Alors qu'à la fin du mois se termine la rétrospective que consacre la Fondation Folon au travail d'Antonio Seguí, artiste argentin installé à Paris depuis près de 55 ans, le Salon d'Art prend le relais en expos...

Alors qu'à la fin du mois se termine la rétrospective que consacre la Fondation Folon au travail d'Antonio Seguí, artiste argentin installé à Paris depuis près de 55 ans, le Salon d'Art prend le relais en exposant les travaux les plus récents du maître. L'occasion est belle pour se replonger dans l'univers foisonnant et extrêmement cohérent de Seguí, qui n'a pas son pareil pour dénoncer avec humour un monde qui court à sa perte avec la lucidité d'une poule sans tête.

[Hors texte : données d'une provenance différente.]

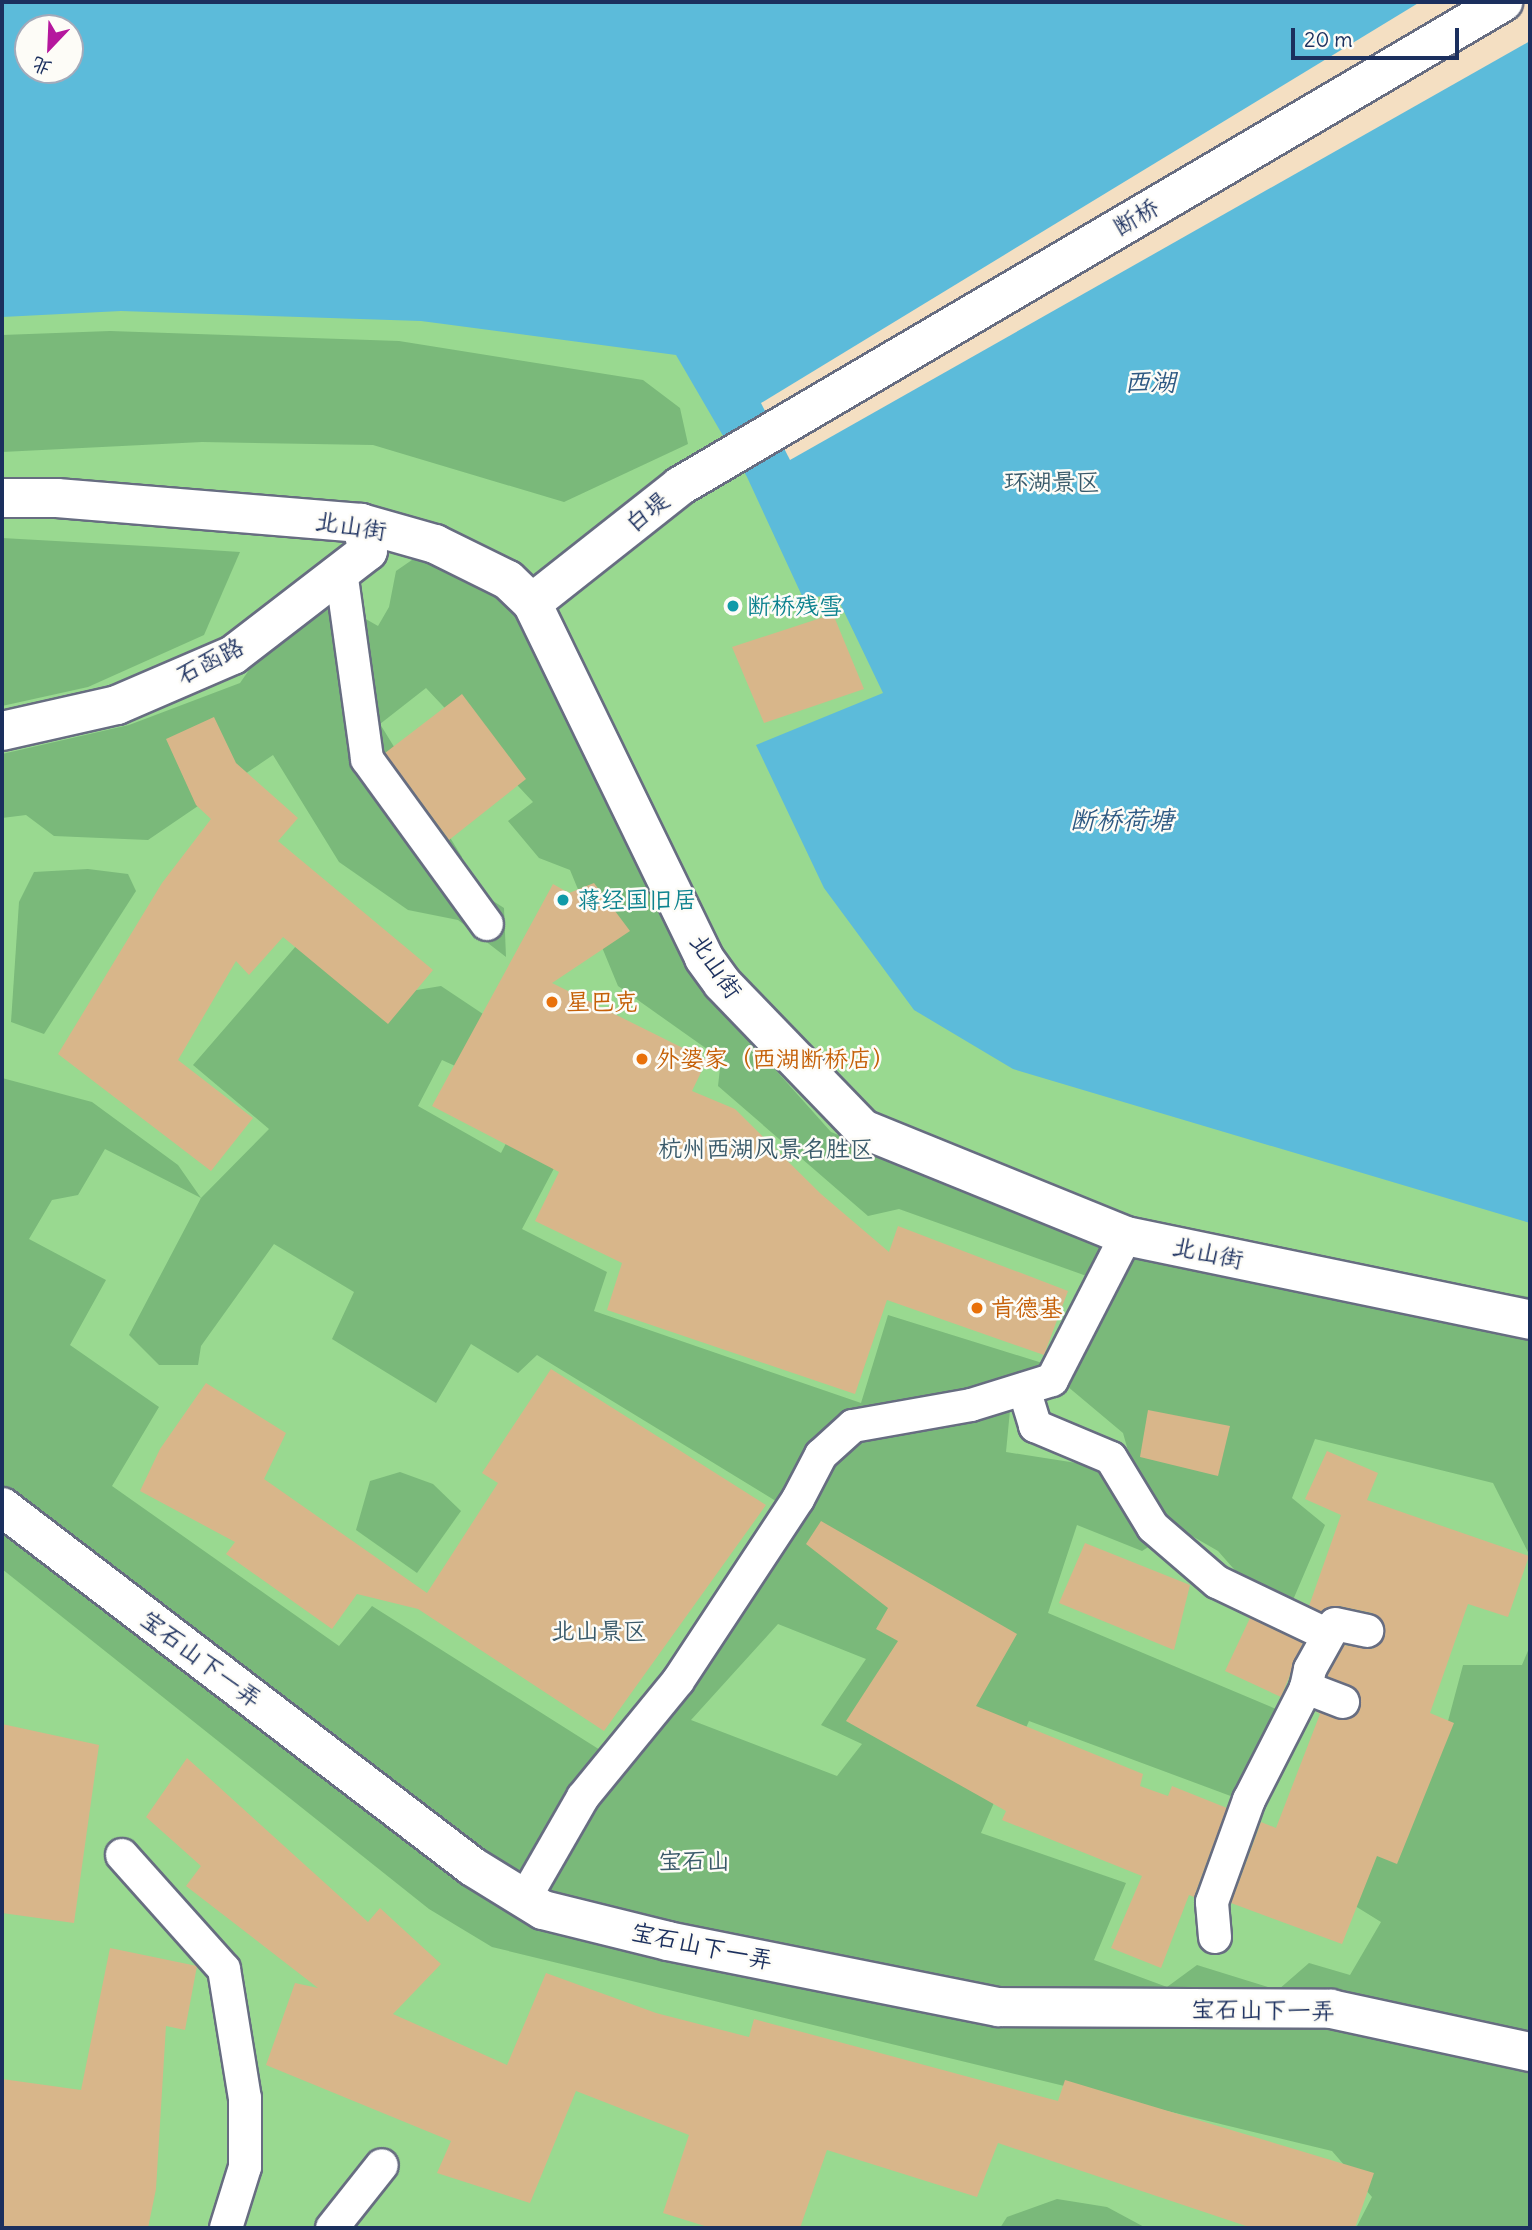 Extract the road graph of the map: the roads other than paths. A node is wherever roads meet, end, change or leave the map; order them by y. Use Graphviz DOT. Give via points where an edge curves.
graph roads {
  1 [pos="1503,2"];
  2 [pos="769,432"];
  3 [pos="2,498"];
  4 [pos="361,523"];
  5 [pos="341,571"];
  6 [pos="532,603"];
  7 [pos="2,731"];
  8 [pos="487,924"];
  9 [pos="1125,1236"];
  10 [pos="1530,1320"];
  11 [pos="1024,1389"];
  12 [pos="2,1507"];
  13 [pos="1367,1630"];
  14 [pos="1326,1634"];
  15 [pos="1306,1688"];
  16 [pos="1343,1702"];
  17 [pos="121,1854"];
  18 [pos="525,1898"];
  19 [pos="1215,1937"];
  20 [pos="1530,2052"];
  21 [pos="382,2165"];
  22 [pos="226,2228"];
  23 [pos="332,2228"];
  1 -- 2 [label="street, 断桥"];
  2 -- 6 [label="street, 白堤" via="680,486"];
  3 -- 4 [label="street, 北山街" via="57,498"];
  4 -- 5 [label="street, 石函路" via="368,551"];
  4 -- 6 [label="street, 北山街" via="435,544 508,580"];
  5 -- 7 [label="street, 石函路" via="233,655 117,705"];
  5 -- 8 [label="lane" via="367,759"];
  6 -- 9 [label="street, 北山街" via="704,958 722,983 863,1129"];
  9 -- 10 [label="street, 北山街"];
  9 -- 11 [label="lane" via="1052,1380"];
  11 -- 14 [label="lane" via="1035,1426 1111,1458 1153,1527 1217,1582"];
  11 -- 18 [label="lane" via="971,1405 853,1426 821,1455 798,1499 678,1681 583,1797"];
  12 -- 18 [label="street, 宝石山下一弄" via="473,1867"];
  13 -- 14 [label="lane" via="1335,1624"];
  14 -- 15 [label="lane"];
  15 -- 16 [label="lane"];
  15 -- 19 [label="lane" via="1249,1800 1212,1902"];
  17 -- 22 [label="lane" via="224,1969 246,2098 245,2167"];
  18 -- 20 [label="street, 宝石山下一弄" via="543,1910 668,1941 998,2007 1331,2008"];
  21 -- 23 [label="lane"];
}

Sans tête peut-être mais coiffée d'un chapeau, on a sa petite dignité... On aime ses compositions dans lesquelles le mouvement, suggéré de façon caricaturale à la manière d'une bande dessinée, confère la dose de grotesque nécessaire aux robots sociaux que nous sommes devenus. Qu'il s'agisse de fusains, de pastels, de collages, d'encres ou de peintures, peu importe la manière, ce qui est certain c'est que l'on se délecte de se voir ainsi croqués en ce miroir.